Hervé ne savait pas qu’il comptait à rebours les dernières heures d’une guerre intime que sa vie allait basculer non pas à cause de cette guerre qu’ils redoutaient tant mais de la perte de l’être aimée.
Il va devoir cheminer devant cette catastrophe d’une extrême violence et se construire face à ce deuil.
Un processus de lutte est en marche : celle contre le renoncement, le déterminisme et l’acceptation.
Continuer à vivre, et non pas survivre, exister malgré ses doutes et sa colère…
« La violence de ta chute n’a d’égale que la violence du mot, elle se hisse malgré moi à la hauteur du malheur du monde. Le dépasse. »

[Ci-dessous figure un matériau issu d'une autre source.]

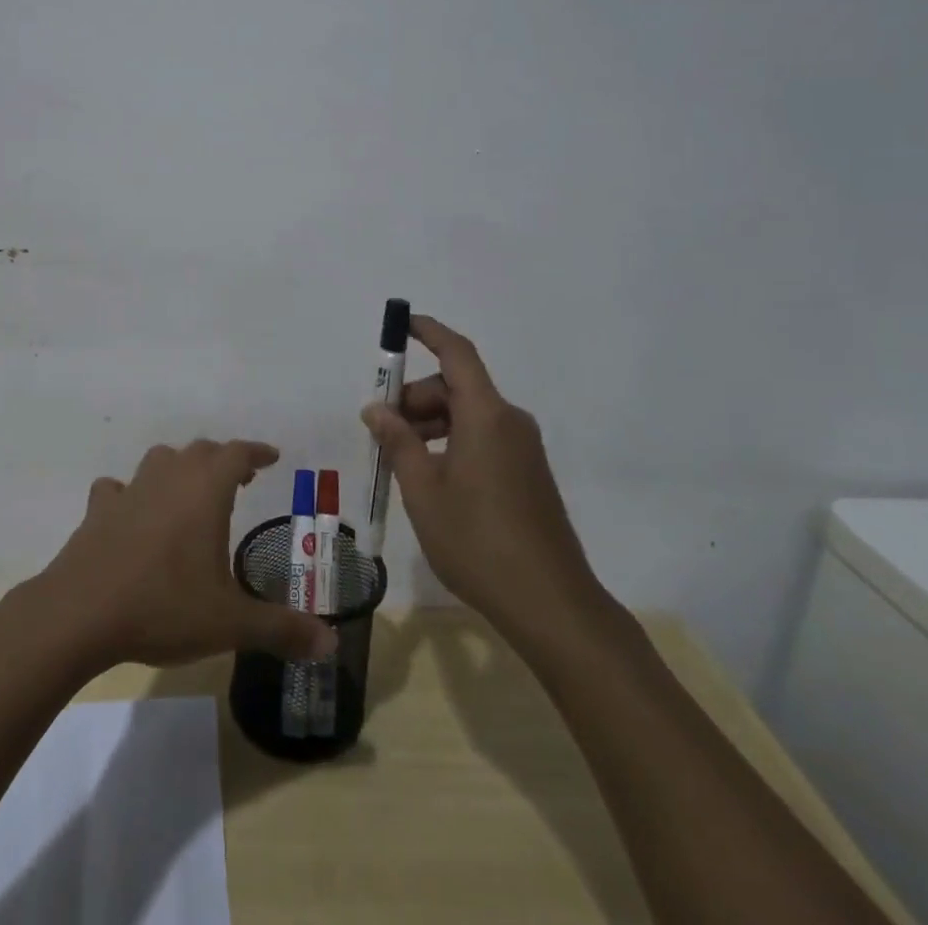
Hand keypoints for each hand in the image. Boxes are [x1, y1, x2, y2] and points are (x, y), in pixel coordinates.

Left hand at [33, 439, 337, 670]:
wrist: (81, 613)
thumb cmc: (164, 606)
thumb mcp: (230, 623)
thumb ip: (282, 629)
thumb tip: (330, 641)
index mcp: (205, 491)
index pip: (237, 453)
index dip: (257, 452)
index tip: (272, 457)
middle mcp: (169, 478)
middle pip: (200, 451)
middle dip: (223, 460)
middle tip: (239, 479)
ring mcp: (130, 491)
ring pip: (159, 460)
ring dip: (178, 468)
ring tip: (189, 492)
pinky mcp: (98, 510)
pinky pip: (117, 489)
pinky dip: (130, 494)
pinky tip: (131, 513)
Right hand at [360, 316, 608, 636]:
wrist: (551, 603)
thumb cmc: (477, 540)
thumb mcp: (423, 489)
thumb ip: (398, 441)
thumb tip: (376, 408)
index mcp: (486, 415)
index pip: (456, 353)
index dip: (429, 331)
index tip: (401, 324)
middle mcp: (509, 421)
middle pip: (456, 386)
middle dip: (415, 397)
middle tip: (382, 430)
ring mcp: (523, 448)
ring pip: (469, 414)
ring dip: (431, 423)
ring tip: (401, 459)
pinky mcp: (528, 473)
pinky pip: (483, 437)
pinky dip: (452, 441)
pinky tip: (432, 477)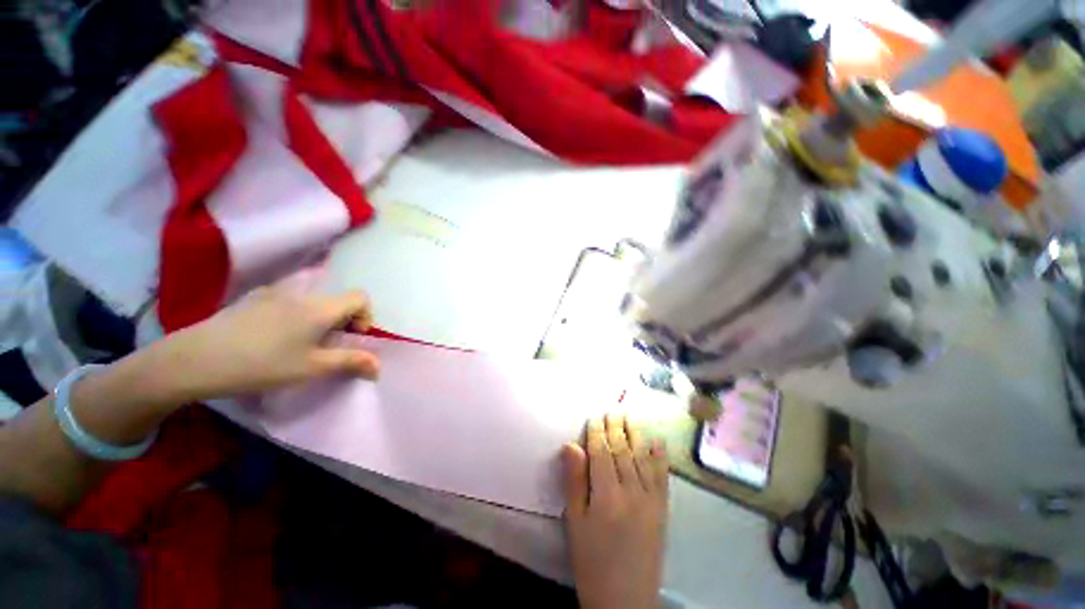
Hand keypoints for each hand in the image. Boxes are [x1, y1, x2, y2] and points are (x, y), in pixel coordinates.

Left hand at [161, 284, 379, 400]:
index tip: (351, 339)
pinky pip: (289, 301)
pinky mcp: (253, 299)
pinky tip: (273, 337)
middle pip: (338, 299)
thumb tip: (379, 367)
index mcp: (320, 307)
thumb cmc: (261, 364)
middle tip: (327, 347)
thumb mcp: (312, 368)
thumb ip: (351, 363)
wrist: (193, 360)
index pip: (361, 297)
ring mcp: (274, 292)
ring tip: (300, 344)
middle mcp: (301, 293)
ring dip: (319, 319)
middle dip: (342, 321)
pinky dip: (296, 315)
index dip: (365, 316)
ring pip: (313, 300)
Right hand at [562, 414, 668, 608]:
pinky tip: (658, 441)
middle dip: (616, 428)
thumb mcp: (575, 522)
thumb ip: (575, 481)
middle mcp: (631, 491)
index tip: (593, 417)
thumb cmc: (592, 561)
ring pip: (642, 458)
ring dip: (636, 435)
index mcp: (607, 495)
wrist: (626, 600)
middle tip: (612, 410)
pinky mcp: (662, 509)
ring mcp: (650, 499)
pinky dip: (660, 457)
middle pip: (623, 451)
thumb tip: (570, 445)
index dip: (597, 433)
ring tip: (630, 417)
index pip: (602, 453)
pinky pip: (662, 476)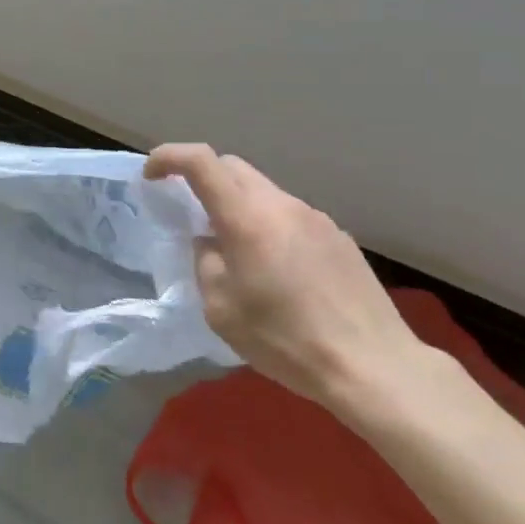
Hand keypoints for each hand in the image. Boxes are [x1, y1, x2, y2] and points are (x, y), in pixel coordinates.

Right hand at [145, 144, 422, 407]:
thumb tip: (211, 242)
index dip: (168, 157)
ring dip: (238, 206)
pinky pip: (290, 216)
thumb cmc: (285, 340)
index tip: (151, 176)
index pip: (199, 161)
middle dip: (202, 179)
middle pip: (232, 167)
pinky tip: (278, 270)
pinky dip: (269, 226)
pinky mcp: (339, 237)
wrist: (373, 366)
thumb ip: (206, 261)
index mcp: (246, 218)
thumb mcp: (220, 308)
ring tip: (237, 251)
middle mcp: (281, 205)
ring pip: (263, 191)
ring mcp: (315, 218)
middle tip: (190, 213)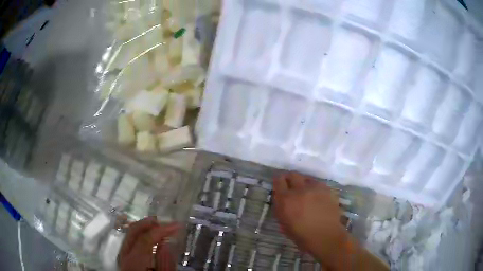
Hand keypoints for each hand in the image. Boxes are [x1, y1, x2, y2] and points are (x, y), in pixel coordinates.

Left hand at [118, 217, 179, 270]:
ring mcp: (121, 255)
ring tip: (159, 227)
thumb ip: (165, 262)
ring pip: (129, 233)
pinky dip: (140, 234)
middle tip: (166, 222)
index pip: (146, 238)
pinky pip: (130, 239)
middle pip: (133, 231)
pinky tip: (150, 237)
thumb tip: (166, 243)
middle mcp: (124, 255)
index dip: (162, 230)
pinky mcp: (123, 257)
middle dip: (150, 223)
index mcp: (135, 262)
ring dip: (144, 227)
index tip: (177, 226)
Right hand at [273, 172, 349, 270]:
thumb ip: (281, 207)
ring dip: (303, 183)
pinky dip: (315, 188)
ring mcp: (315, 188)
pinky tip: (316, 197)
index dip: (278, 180)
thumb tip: (281, 197)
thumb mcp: (283, 223)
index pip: (278, 180)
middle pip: (293, 174)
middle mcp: (300, 189)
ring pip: (306, 178)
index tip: (279, 183)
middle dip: (290, 178)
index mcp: (286, 199)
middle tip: (291, 186)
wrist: (325, 235)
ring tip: (305, 192)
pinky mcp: (327, 189)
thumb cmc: (301, 234)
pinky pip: (318, 184)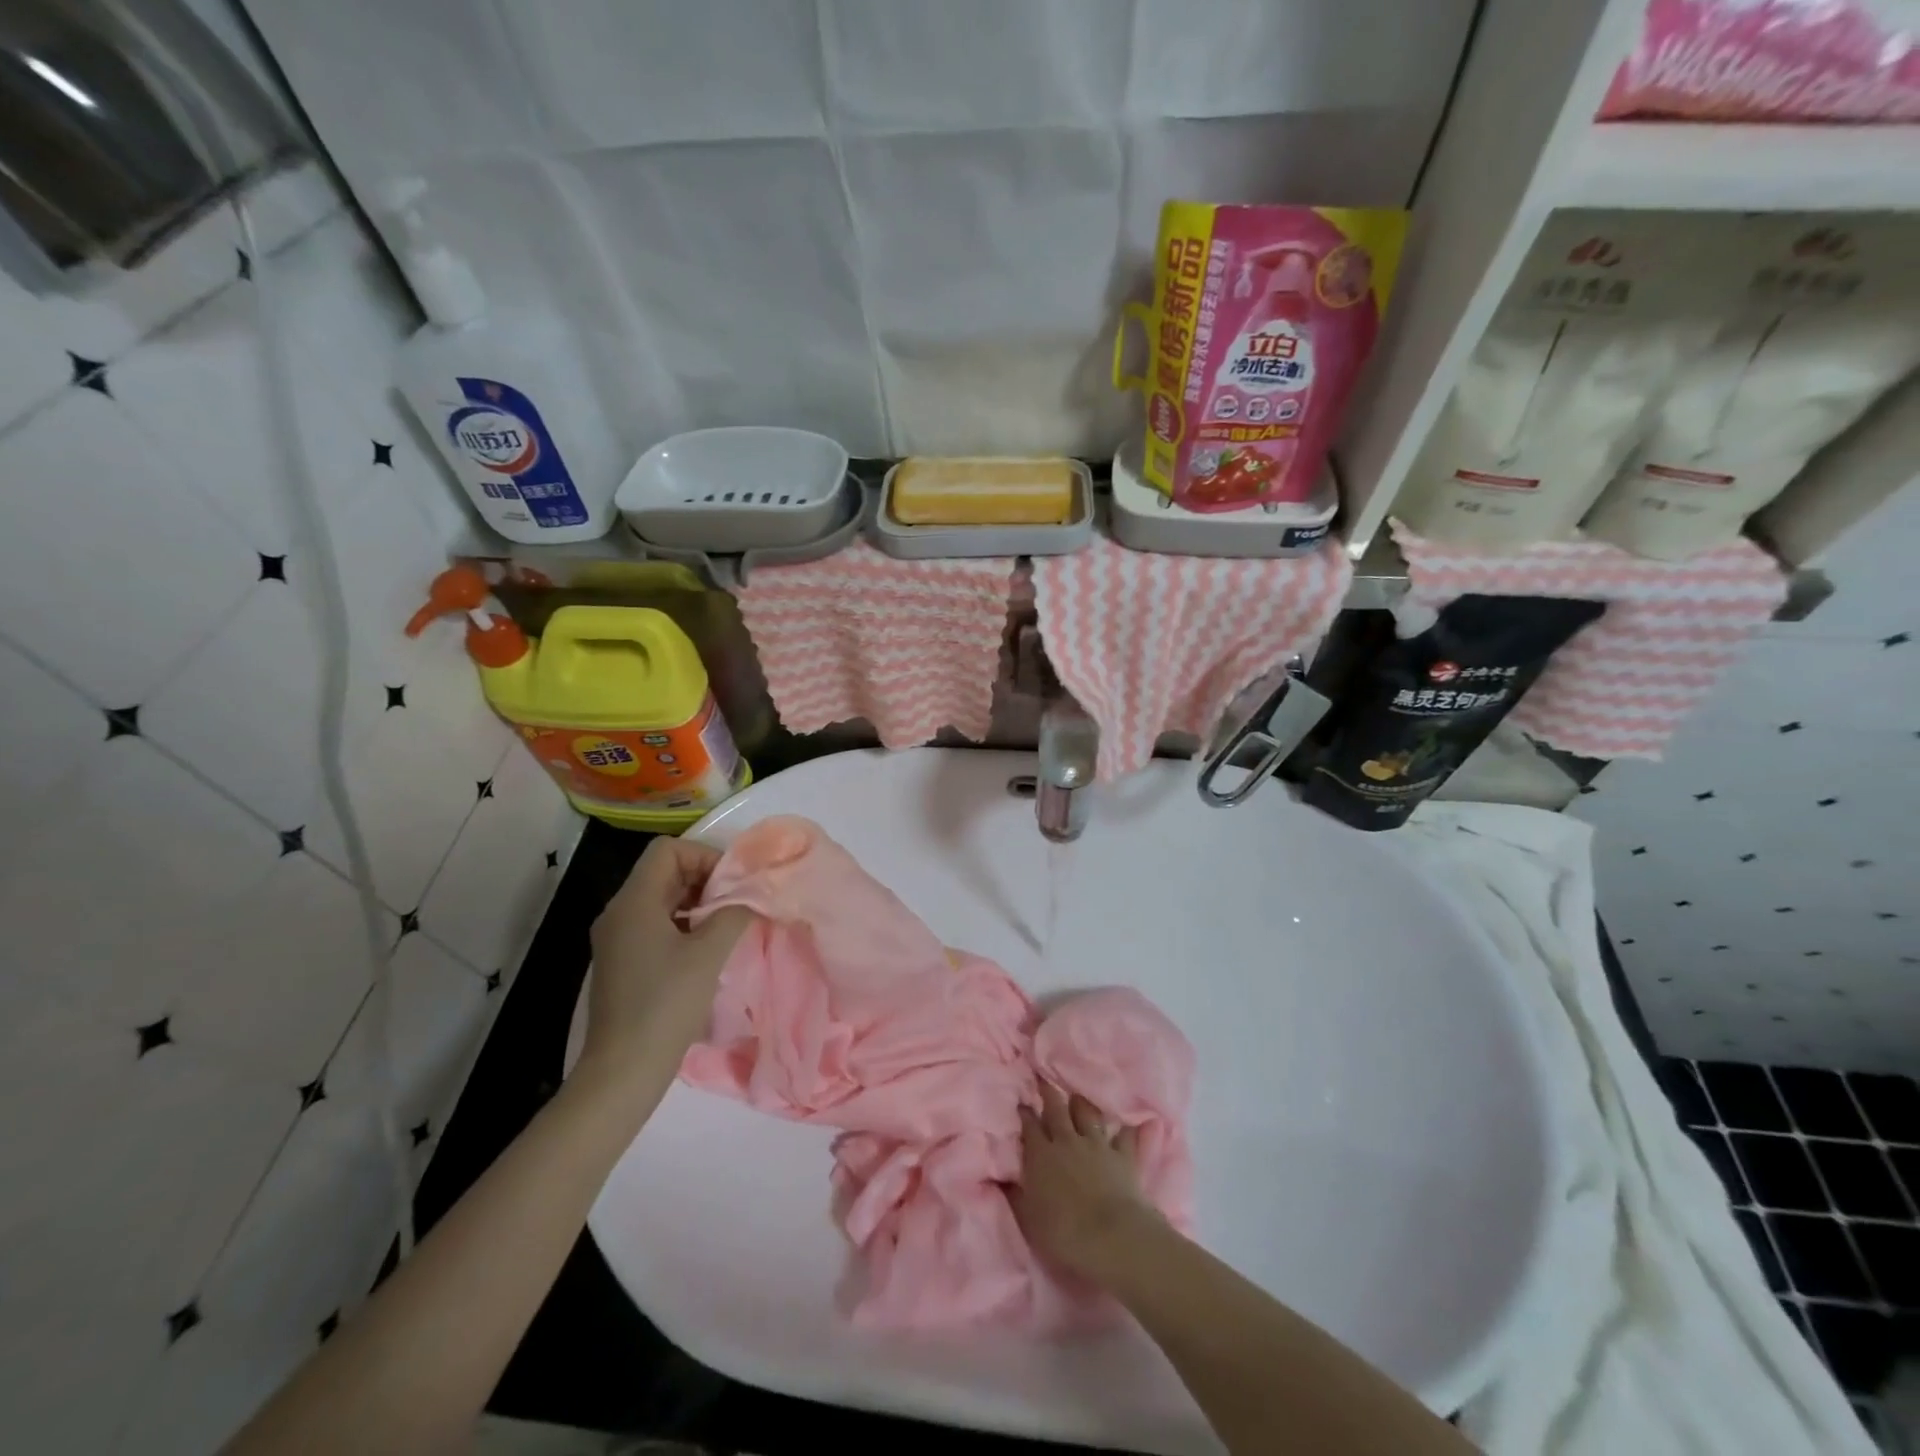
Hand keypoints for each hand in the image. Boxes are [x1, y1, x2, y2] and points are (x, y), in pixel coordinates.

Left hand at [581, 837, 754, 1081]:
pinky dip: (683, 925)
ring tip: (727, 925)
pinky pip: (655, 925)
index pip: (668, 850)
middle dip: (705, 880)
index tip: (732, 884)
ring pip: (661, 899)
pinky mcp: (622, 962)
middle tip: (737, 902)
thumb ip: (734, 914)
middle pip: (664, 872)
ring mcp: (617, 939)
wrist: (623, 1070)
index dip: (704, 857)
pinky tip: (706, 950)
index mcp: (633, 902)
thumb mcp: (709, 954)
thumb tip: (750, 897)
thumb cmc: (666, 1004)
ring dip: (696, 903)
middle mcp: (618, 913)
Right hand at [1011, 1082, 1162, 1283]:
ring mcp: (1097, 1145)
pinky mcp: (1123, 1156)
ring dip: (1081, 1104)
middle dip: (1048, 1093)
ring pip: (1087, 1114)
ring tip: (1077, 1095)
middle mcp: (1067, 1141)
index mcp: (1041, 1155)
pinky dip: (1125, 1129)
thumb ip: (1014, 1194)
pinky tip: (1128, 1122)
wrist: (1112, 1237)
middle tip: (1044, 1079)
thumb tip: (1000, 1177)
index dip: (1024, 1113)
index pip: (1029, 1126)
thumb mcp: (1028, 1219)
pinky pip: (1125, 1136)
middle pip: (1056, 1110)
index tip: (1021, 1102)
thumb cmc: (1064, 1233)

J’ai été bouleversée par la puissance des mots de Didier Castino, le parti pris quant à l’énonciation de son personnage principal, cette habileté à confondre, enchevêtrer les perspectives, les dimensions à différentes échelles (intimes et unanimes). La prise de conscience d’Hervé face à cet amour perdu, la dimension symbolique de la mort de Blanche sont bouleversantes.
« Balcon balustre pan de mur, voilà des termes qui entrent dans une nouvelle résonnance. Les mots n’ont plus de sens après toi. J’oublie tous les balcons, j’oublie l’espace intime et les alcôves, tous les soupirs et les murmures, les baisers suspendus, les paysages fabuleux sous nos regards élevés. J’oublie la puissance et le vertige qui nous habitent dès qu’on s’élève. On n’est rien. »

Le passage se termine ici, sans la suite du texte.